Para estudiarlo, Cannon confeccionó el siguiente experimento, explicado por Jörg Blech en su libro El destino no está escrito en los genes:
Encerró a un gato durante un tiempo en una jaula con un perro. Éste en seguida comenzó a olisquear al felino y a ladrar. El gato se estremeció. En ese momento, Cannon le extrajo una muestra de sangre que comparó con la de otros animales que no habían sido expuestos al miedo y a la ansiedad. El resultado fue contundente: la sangre de los gatos amenazados contenía grandes cantidades de una sustancia que hoy está en boca de todos: la adrenalina. Ya en aquel entonces se sabía que la adrenalina eleva la presión arterial y los niveles de azúcar, además de frenar la digestión. Pero su vínculo con el miedo y las emociones era algo completamente novedoso.

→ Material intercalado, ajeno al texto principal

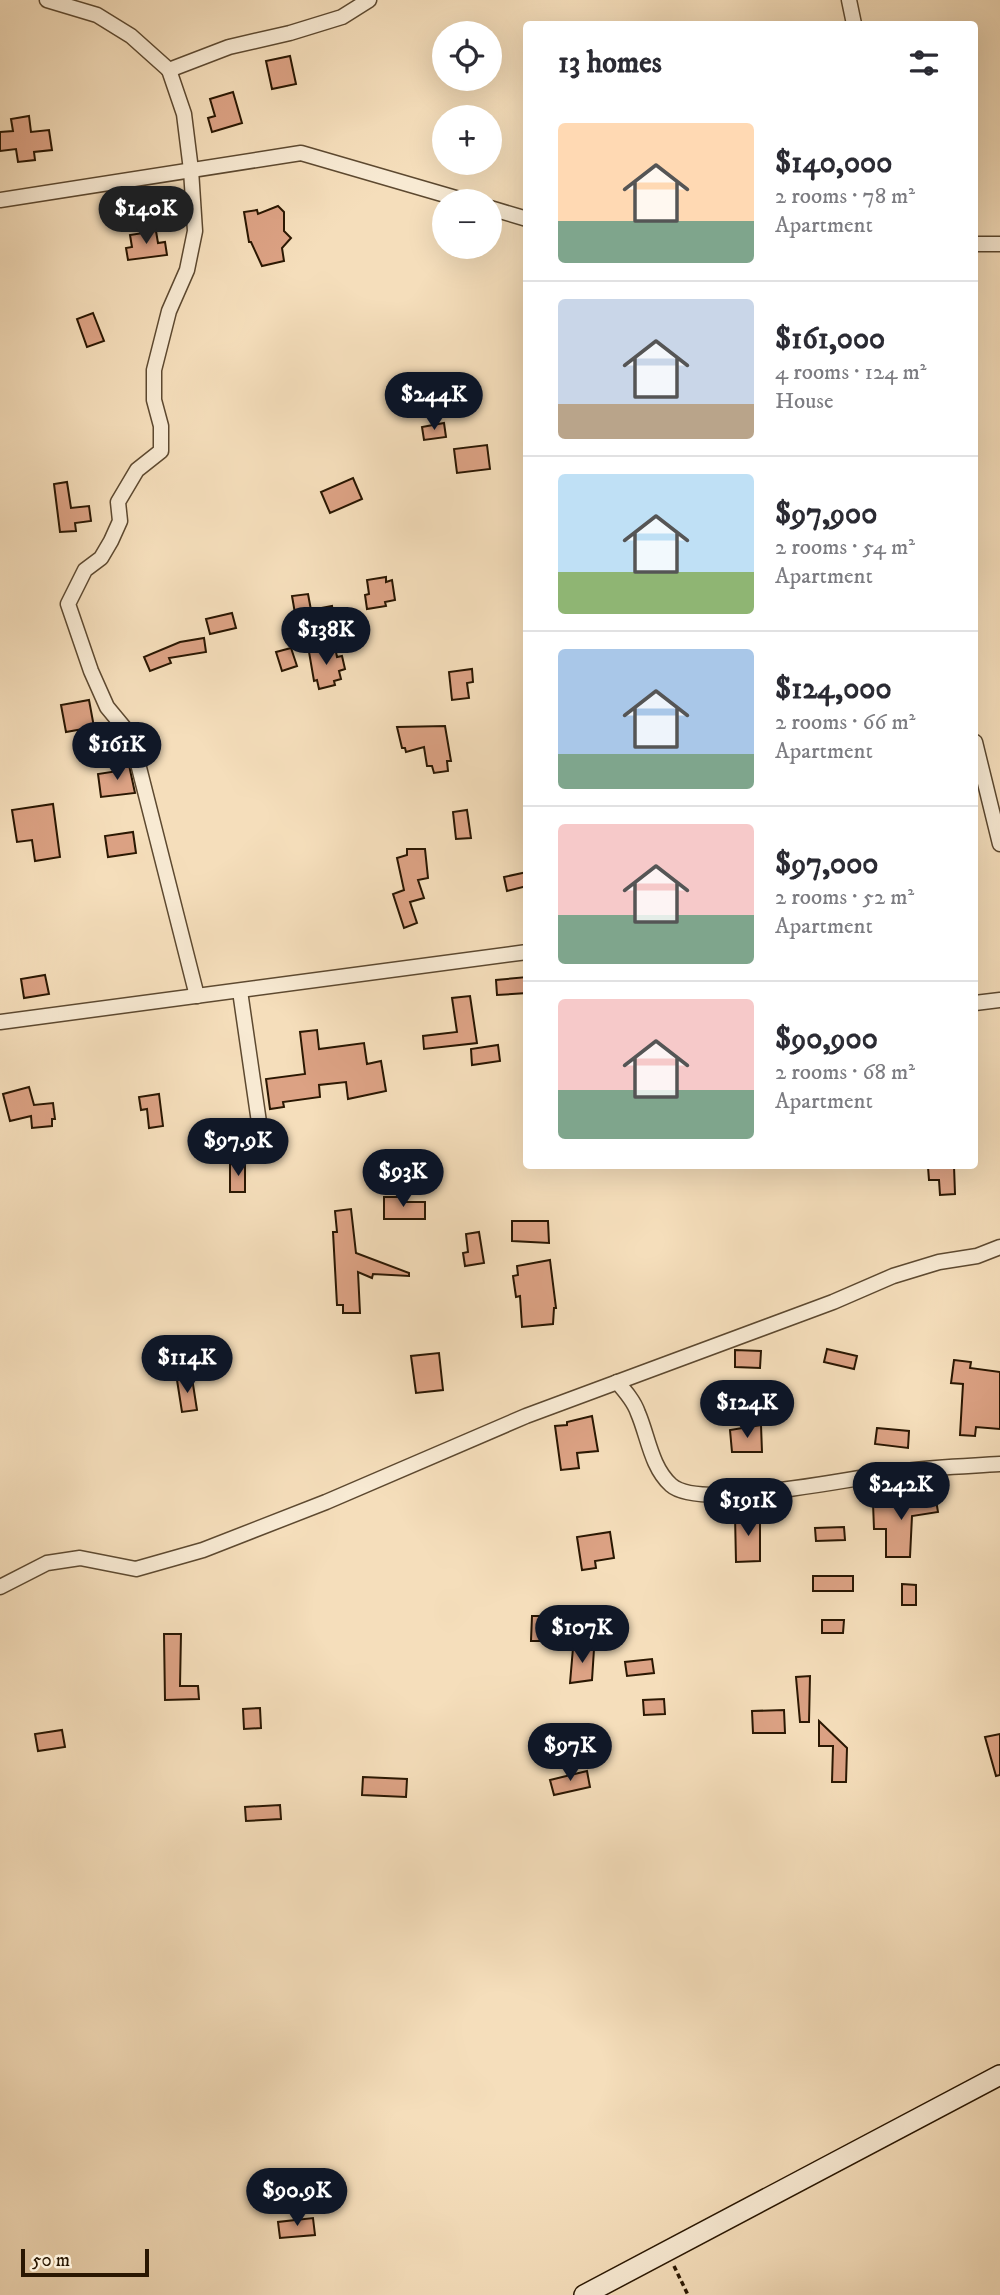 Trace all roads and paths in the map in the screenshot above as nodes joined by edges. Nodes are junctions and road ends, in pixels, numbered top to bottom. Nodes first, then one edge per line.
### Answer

Cannon llegó a la conclusión de que los procesos fisiológicos se alteraban de tal modo como parte del programa de supervivencia de la evolución, así, en un caso de urgencia, el cuerpo podría adaptarse con celeridad a la decisión de luchar o huir. Cannon bautizó este tipo de regulación como homeostasis.

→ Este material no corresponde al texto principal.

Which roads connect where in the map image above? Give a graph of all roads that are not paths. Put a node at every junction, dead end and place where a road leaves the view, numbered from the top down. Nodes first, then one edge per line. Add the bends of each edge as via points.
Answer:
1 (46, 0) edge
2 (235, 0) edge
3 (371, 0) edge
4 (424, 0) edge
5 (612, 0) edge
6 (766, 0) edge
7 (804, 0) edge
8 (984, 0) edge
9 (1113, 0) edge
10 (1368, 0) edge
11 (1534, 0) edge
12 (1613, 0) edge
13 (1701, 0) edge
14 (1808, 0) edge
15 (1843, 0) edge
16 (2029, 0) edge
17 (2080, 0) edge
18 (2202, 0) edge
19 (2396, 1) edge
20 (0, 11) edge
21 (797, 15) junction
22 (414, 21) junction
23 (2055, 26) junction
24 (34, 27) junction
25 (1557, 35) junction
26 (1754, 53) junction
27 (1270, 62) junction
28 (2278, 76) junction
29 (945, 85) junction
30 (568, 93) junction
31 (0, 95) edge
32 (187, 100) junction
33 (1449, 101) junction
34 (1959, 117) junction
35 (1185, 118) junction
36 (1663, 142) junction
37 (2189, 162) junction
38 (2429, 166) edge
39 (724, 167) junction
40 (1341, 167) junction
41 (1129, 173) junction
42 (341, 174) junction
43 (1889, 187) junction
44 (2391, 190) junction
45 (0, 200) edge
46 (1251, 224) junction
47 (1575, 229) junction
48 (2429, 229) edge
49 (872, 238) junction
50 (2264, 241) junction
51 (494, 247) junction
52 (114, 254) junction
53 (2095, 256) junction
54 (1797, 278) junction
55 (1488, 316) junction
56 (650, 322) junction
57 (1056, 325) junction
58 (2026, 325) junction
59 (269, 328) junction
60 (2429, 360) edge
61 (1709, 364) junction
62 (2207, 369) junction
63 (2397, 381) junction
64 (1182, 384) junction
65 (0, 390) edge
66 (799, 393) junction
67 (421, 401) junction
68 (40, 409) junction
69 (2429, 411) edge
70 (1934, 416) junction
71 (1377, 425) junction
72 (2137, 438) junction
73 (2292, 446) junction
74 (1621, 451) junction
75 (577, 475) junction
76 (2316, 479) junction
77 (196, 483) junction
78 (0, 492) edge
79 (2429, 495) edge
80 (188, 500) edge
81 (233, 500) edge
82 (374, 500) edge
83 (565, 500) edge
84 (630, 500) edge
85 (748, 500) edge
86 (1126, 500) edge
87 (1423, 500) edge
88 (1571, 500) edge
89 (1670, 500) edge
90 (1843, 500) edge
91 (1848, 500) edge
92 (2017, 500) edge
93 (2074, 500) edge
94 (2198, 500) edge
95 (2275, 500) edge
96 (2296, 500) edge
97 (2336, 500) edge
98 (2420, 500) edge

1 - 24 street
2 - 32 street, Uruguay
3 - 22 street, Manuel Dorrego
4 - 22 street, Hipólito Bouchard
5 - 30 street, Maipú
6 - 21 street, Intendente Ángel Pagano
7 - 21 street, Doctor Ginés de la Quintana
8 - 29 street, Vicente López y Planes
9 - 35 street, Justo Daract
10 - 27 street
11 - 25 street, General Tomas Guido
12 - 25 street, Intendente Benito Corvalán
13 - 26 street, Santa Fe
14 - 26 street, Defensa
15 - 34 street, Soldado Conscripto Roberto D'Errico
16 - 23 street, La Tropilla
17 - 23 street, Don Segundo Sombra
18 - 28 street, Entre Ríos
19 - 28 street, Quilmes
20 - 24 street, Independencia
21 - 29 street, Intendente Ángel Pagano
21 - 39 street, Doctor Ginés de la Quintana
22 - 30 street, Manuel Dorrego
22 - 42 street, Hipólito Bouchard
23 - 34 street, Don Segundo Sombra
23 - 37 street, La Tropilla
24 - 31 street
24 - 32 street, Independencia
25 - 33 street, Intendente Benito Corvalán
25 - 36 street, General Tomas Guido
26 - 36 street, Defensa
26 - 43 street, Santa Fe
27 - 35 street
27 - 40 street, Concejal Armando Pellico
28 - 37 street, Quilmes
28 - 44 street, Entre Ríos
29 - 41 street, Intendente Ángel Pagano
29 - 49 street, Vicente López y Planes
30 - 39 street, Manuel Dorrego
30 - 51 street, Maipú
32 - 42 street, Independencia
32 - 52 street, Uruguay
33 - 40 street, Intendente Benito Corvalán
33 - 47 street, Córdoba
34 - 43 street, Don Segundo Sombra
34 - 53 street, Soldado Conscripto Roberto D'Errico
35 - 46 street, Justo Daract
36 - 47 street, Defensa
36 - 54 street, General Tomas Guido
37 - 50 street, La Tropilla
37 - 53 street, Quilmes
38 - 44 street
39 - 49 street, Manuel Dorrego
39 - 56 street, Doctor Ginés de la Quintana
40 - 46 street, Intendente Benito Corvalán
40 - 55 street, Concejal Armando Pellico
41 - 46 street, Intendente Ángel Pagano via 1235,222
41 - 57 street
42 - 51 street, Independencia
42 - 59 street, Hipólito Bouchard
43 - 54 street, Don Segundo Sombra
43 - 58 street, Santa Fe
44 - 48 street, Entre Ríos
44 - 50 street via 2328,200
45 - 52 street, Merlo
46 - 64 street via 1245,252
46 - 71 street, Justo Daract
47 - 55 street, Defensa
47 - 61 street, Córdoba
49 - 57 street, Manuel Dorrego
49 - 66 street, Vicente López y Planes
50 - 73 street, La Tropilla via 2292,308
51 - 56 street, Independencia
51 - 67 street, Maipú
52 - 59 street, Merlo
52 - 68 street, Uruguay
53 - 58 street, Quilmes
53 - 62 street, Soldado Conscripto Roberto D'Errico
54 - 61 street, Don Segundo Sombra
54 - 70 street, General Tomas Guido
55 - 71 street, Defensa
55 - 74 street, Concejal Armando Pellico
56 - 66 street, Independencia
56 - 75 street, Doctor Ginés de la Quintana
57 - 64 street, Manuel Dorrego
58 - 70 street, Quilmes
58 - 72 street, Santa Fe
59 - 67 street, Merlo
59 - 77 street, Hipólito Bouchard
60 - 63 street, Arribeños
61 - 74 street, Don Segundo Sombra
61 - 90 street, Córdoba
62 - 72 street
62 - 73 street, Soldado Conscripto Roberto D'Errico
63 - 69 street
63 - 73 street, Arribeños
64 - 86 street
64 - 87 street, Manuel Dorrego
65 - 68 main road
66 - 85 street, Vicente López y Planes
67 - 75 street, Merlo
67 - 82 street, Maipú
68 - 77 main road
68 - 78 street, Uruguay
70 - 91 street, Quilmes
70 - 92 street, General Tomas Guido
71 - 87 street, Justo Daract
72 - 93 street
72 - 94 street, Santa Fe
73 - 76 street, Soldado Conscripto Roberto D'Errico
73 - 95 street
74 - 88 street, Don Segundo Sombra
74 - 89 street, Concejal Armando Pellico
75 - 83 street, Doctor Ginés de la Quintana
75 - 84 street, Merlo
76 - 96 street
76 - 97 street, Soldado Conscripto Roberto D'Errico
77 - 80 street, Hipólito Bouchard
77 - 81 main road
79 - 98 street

Sin embargo, ¿el ser humano también estaba sujeto a estos procesos? Cannon tuvo una oportunidad única para comprobarlo: estaba en el año 1929, en decir, en pleno crack económico. La gente, en general, estaba llena de preocupaciones y estrés ante una situación económica tan poco halagüeña como la actual. Cannon no dejaba de ver gatos con forma de ser humano a su alrededor, gatos encerrados en una jaula y aislados del resto del grupo.

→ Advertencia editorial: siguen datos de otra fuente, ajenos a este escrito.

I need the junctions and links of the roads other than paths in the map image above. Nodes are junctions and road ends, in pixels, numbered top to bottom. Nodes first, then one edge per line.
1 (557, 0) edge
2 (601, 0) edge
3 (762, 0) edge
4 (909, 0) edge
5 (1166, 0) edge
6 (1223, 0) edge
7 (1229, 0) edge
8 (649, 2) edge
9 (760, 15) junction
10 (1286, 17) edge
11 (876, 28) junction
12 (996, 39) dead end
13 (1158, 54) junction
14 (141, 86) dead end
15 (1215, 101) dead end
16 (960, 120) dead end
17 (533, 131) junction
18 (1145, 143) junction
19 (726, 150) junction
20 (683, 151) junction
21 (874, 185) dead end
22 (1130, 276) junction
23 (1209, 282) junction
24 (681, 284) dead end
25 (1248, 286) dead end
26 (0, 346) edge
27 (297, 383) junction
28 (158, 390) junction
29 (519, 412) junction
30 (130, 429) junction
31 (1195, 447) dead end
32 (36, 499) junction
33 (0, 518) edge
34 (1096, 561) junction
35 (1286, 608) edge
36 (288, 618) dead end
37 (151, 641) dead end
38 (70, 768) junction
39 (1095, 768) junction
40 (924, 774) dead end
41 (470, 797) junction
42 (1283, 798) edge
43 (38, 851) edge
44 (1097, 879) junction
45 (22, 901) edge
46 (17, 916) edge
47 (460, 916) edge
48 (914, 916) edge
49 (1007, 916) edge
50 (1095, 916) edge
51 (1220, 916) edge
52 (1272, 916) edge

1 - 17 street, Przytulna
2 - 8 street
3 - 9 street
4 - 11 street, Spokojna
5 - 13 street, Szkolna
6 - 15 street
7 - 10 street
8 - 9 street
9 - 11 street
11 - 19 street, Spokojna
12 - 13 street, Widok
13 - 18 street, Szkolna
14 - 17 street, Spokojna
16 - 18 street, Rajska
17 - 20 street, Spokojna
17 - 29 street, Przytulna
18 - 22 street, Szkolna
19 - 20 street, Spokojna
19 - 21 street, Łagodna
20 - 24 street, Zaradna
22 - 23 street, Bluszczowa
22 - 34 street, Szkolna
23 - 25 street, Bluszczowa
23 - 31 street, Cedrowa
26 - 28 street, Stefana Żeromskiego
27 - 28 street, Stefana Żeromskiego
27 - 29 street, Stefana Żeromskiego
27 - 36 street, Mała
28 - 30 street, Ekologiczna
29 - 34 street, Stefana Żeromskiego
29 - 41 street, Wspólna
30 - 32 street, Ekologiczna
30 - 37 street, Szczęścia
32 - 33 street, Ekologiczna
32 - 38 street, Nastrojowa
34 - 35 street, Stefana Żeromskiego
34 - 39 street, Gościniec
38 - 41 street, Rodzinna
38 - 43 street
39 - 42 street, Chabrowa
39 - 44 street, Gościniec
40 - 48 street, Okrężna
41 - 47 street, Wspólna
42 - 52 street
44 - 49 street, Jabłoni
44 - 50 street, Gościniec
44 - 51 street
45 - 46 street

Por cierto, a pesar del mito de cientos de banqueros y brokers lanzándose por las ventanas de sus oficinas para suicidarse, solo se sabe de dos personas que se suicidaran a propósito del crack del 29 en Wall Street. Y ninguna de las dos eran banqueros. Incluso el New York Times de la época informaba ya de los rumores sobre especuladores suicidas. Incluso el médico forense de Nueva York tuvo que anunciar que los suicidios durante ese período se habían reducido respecto al año anterior. El economista John Kenneth Galbraith lo corroboró en su contrastada historia El Crack del 29 (1954), que concluía: “La ola de suicidios que siguió a la caída de la Bolsa forma parte de la leyenda de 1929. No existió.“
Lo que sí es cierto es que luego hubo más suicidios, durante la Gran Depresión, que siguió al crack del 29, tal y como apunta John Lloyd en El nuevo pequeño gran libro de la ignorancia:
Se registró un aumento del 30 por ciento en la tasa de suicidios en Estados Unidos y Gran Bretaña, y la misma pauta se ha visto repetida en crisis económicas más recientes. The Lancet publicó un estudio en 2009 en el que se analizaban veintiséis países europeos y detectó un aumento del 0,8 por ciento en el número de suicidios por cada punto porcentual del aumento del desempleo. Durante la crisis que siguió a la debacle financiera de 2008, los psicólogos estadounidenses inventaron un término para describir el fenómeno: “econocidio”.
Con todo, hubiera o no suicidas, fueran o no econocidios, el término específico de estrés no fue ideado por Cannon sino por el bioquímico Hans Selye, un investigador en la Universidad McGill de Montreal, que, en vez de gatos, empleaba ratas que tampoco lo pasaban muy bien.